The first came during my final semester at Wofford. That term, my Thursday nights had an odd rhythm: from 3 until 7 or 8, I spent in Larry’s Religion 340 seminar. About 6:30, I mentally checked out, consumed with the bacchanal that awaited. From 8 or 9 on, I drank. Heavily. Larry, a veteran teacher and a former fraternity boy himself, saw right through me. And he never confronted me about it; that wasn’t his way. He dropped a hint, though, and one day, began a sentence with a prepositional phrase that remains burned into my brain: “Andy, when you’re ready to really pursue the life of the mind….”

I have no idea what followed. I was too consumed with the idea that, apparently, something called “the life of the mind” existed, and in a few months, I had already evinced the fact that I was not yet ready for it! And thus, my academic career began in earnest. I wanted to know what the hell he was talking about. And I wanted to prove to him that I could handle it.

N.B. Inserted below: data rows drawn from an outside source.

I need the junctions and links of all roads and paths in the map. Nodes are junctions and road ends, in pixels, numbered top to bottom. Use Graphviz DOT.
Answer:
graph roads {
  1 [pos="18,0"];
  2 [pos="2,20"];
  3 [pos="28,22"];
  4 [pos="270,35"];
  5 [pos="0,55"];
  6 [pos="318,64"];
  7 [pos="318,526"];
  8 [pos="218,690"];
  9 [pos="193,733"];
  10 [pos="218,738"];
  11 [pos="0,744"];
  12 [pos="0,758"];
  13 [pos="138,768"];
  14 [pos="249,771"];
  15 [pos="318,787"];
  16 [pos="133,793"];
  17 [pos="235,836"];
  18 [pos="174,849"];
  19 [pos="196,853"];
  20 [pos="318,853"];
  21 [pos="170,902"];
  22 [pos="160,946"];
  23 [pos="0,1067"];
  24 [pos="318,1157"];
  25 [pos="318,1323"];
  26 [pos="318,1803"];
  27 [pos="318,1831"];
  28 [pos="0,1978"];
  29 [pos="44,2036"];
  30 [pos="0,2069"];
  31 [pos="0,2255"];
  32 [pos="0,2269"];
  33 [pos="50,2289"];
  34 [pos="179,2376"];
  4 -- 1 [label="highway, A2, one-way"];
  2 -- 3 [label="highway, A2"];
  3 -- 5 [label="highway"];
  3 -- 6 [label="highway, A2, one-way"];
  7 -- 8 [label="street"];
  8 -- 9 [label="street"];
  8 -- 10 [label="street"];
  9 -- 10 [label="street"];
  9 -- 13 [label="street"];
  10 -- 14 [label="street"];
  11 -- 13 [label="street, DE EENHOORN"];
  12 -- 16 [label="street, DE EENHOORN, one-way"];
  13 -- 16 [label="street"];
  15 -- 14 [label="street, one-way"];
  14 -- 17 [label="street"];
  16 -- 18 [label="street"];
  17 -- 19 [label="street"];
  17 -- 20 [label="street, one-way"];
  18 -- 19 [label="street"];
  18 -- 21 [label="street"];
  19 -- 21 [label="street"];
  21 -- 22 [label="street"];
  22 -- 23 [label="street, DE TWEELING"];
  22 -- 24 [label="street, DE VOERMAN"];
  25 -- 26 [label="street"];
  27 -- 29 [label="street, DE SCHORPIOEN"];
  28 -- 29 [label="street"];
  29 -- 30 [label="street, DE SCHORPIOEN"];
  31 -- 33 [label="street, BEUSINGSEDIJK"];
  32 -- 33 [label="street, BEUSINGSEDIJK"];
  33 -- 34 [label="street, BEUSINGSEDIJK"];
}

And yet, what I ultimately learned from Larry was not a lesson about hardwork, or seriousness, or intellectual rigor, but a lesson about love. Larry McGehee loved as fully as anyone I know: his family, his students, history, literature, food, music, all of it. And though I can’t remember the topic of our last conversation, I do remember how it ended: Larry said, “Love you,” and I repeated the words stiffly, uncomfortably. I know this because our conversations always ended this way; each time we talked, the words came a little more easily for me, but never with the ease that Larry offered them.

As I’ve thought about Larry for the last few weeks, I’ve realized that the love Larry expressed for each of us and the deep and abiding concern for rigorous intellectual and academic pursuit were not two distinct concerns, but in fact, facets of the same impulse. And if I learned anything from him, it’s that a love of ideas and a love of those around you are the same thing. Larry taught me that the life of the mind didn’t preclude a life outside the mind–a life rich in family, invested in community. For Larry, knowledge should be sought in service to others. Intellectual pursuit, he taught me, is invigorating, but it is really only of substance when we share those ideas with others, and when we listen to others (something he did so much better than I do). Inquiry should be like prayer, and the exchange of ideas a sort of communion: we should think hard about things, and our questions should push us beyond the regular limitations of understanding and closer to divine elements within ourselves. And we must not keep to ourselves rather, we should rejoice in the exchange of ideas and in the possibility that we might transcend the divide between the Self and the Other. When we do this–when we ask questions relentlessly, when we thrill in the pursuit of knowledge and the exchange of ideas, and when we begin to use those ideas to improve ourselves and the lives of those around us–we realize the best of ourselves. I can’t imagine anything closer to the ideal of agape than that.

Larry never seemed to far from the best of himself, and while he’d probably hit me for saying this, that quality brought him as a close to saintliness as I’m likely to encounter in my life. I miss him already.